Hi Istvan: Saw this yesterday, didn't have time to respond. But ... On Saturday 25 February 2006 07:37, Istvan Gabor wrote: ...
I used the 370 MB rar archive that resulted in a 3.2 GB tar archive after extraction. As I know tar doesn't compress so I suppose that the final also should be around 3.2 GB. Am I right or wrong?
You are right that tar does not compress, but there is something else going on here (other than inodes). ext2/3 are conventional filesystems in the way they allocate space to files: the minimum "chunk" of space that can be allocated to a file is a cluster, and a cluster can only be allocated to one file at a time. If your cluster size is 2048, a 1-byte file takes one cluster and a 2049 byte file takes 2 clusters. The overhead in both cases is the same (2047 bytes), but the _percentage_ overhead in the first case is much higher. So if your tar file contains a lot of ~200 byte files and your cluster size is 2K, you will get an overhead of ~900% for those files (not counting inodes), which is in line with what you reported. [Note: all this unallocated space at the end of clusters is not overwritten; it just contains whatever was there before the cluster was unallocated when some other file was deleted. This is one of the places that forensic recovery tools look for data.] Reiserfs takes a different approach: it "stuffs" the ends of clusters, so it is much more efficient in its use of available diskspace for small files. This explains some of the benefit that you saw. Warm regards, Robert
On Wed, 2006-03-01 at 09:56 -0600, Robert Morrison wrote:
Hi Istvan:
Saw this yesterday, didn't have time to respond. But ...

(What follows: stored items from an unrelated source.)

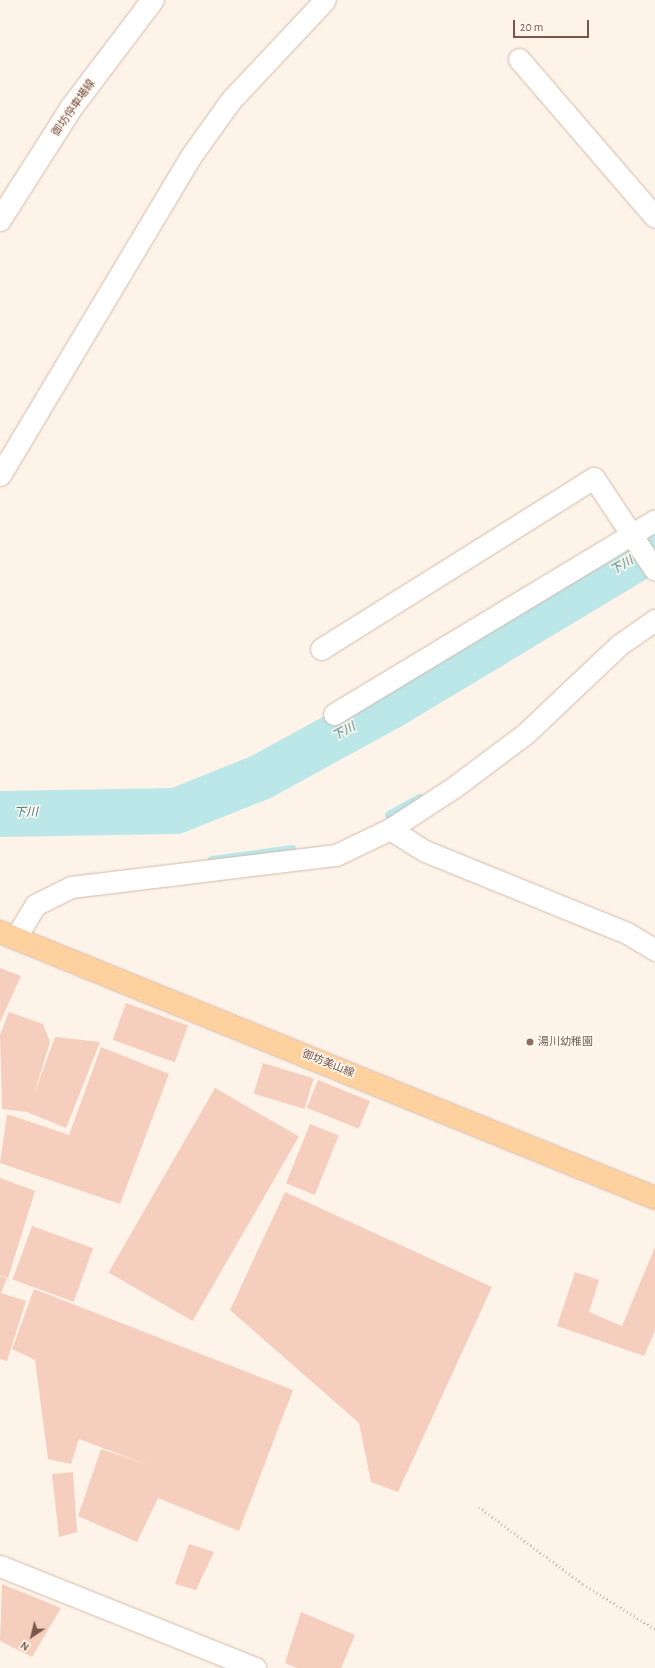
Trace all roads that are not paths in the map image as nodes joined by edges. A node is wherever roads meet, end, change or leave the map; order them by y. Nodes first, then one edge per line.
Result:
1 (153, 0) edge
2 (326, 0) edge
3 (519, 60) dead end
4 (655, 217) edge
5 (0, 220) edge
6 (0, 475) edge
7 (655, 520) edge
8 (632, 534) junction
9 (655, 570) edge
10 (655, 620) edge
11 (321, 649) dead end
12 (334, 714) dead end
13 (390, 829) junction
14 (8, 935) edge
15 (655, 950) edge
16 (655, 1198) edge
17 (0, 1566) edge
18 (255, 1668) edge

1 - 5 main road, 御坊停車場線
2 - 6 street
3 - 4 street
7 - 8 street
8 - 9 street
8 - 11 street
8 - 12 street
10 - 13 street
13 - 14 street
13 - 15 street
14 - 16 main road, 御坊美山線
17 - 18 street

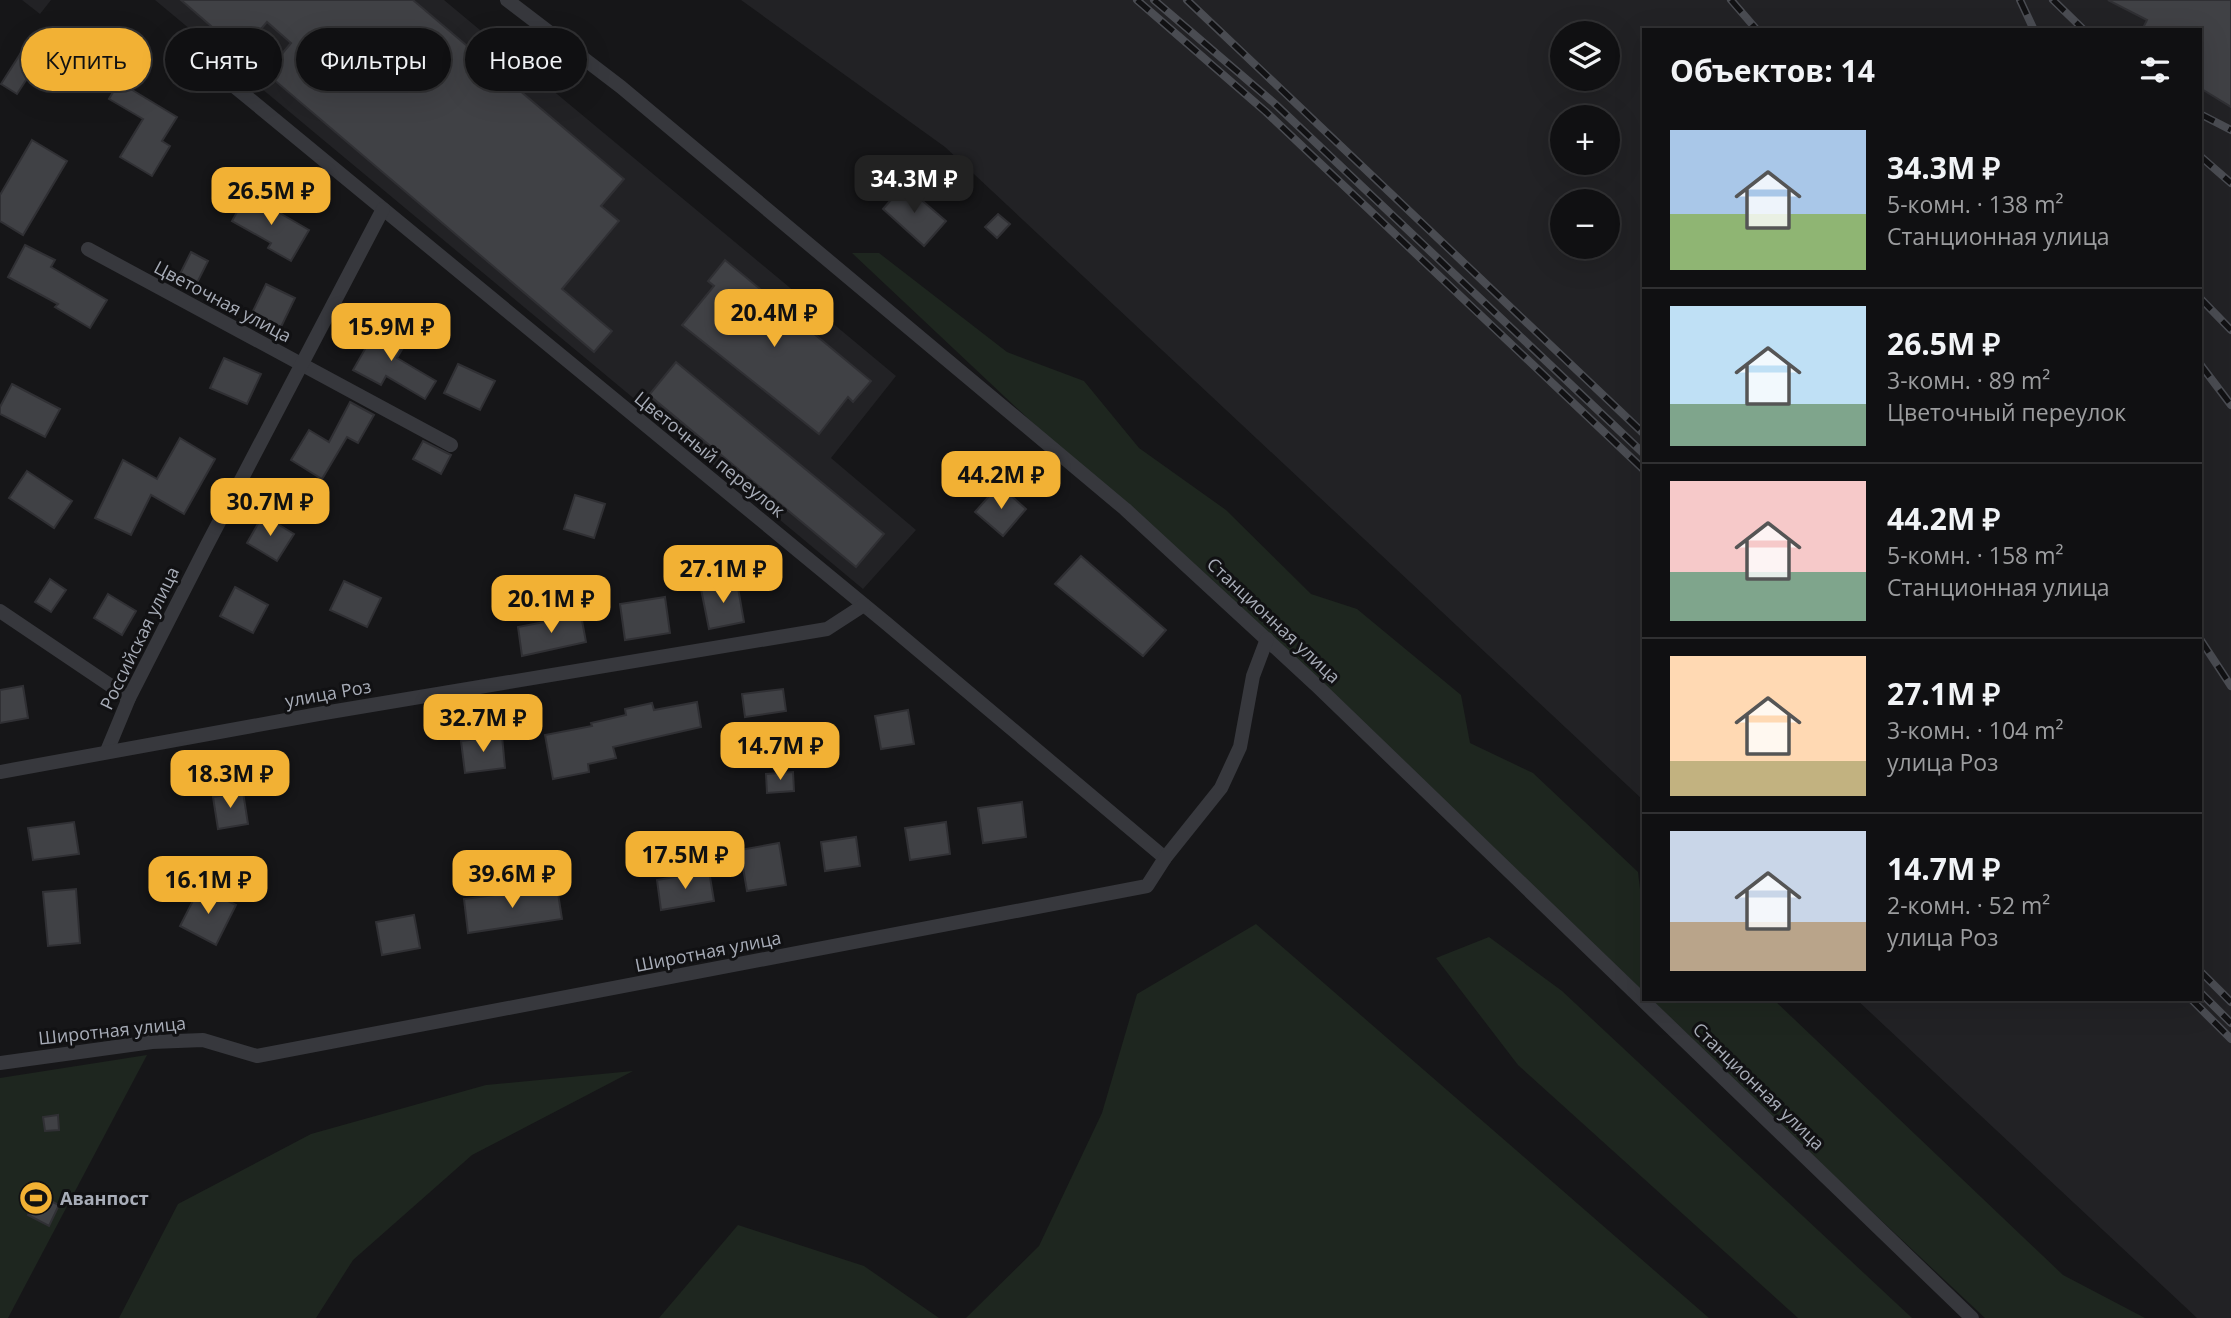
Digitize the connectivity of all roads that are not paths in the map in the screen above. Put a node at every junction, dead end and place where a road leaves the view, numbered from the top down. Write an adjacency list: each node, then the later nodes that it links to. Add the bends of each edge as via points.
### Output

On Saturday 25 February 2006 07:37, Istvan Gabor wrote:
...
I used the 370 MB rar archive that resulted in a 3.2 GB tar archive after extraction. As I know tar doesn't compress so I suppose that the final also should be around 3.2 GB. Am I right or wrong?
You are right that tar does not compress,
Not by default but tar does include the ability to compress data as it is creating the tar file. tar --help will give you more info. -- Ken Schneider UNIX since 1989, linux since 1994, SuSE since 1998
You are right that tar does not compress, but there is something else going on here (other than inodes). ext2/3 are
[snip]
Warm regards, Robert
Thanks for the detailed explanation! IG ___________________________________________________________________________ [origo] klikkbank lakossági számlacsomag havi 199 Ft-ért, bankkártya éves díj nélkül! www.klikkbank.hu
On Saturday 25 February 2006 01:08, Istvan Gabor wrote:
Hello all:
I have the following problem with my suse 10.0 OSS with kde 3. 4.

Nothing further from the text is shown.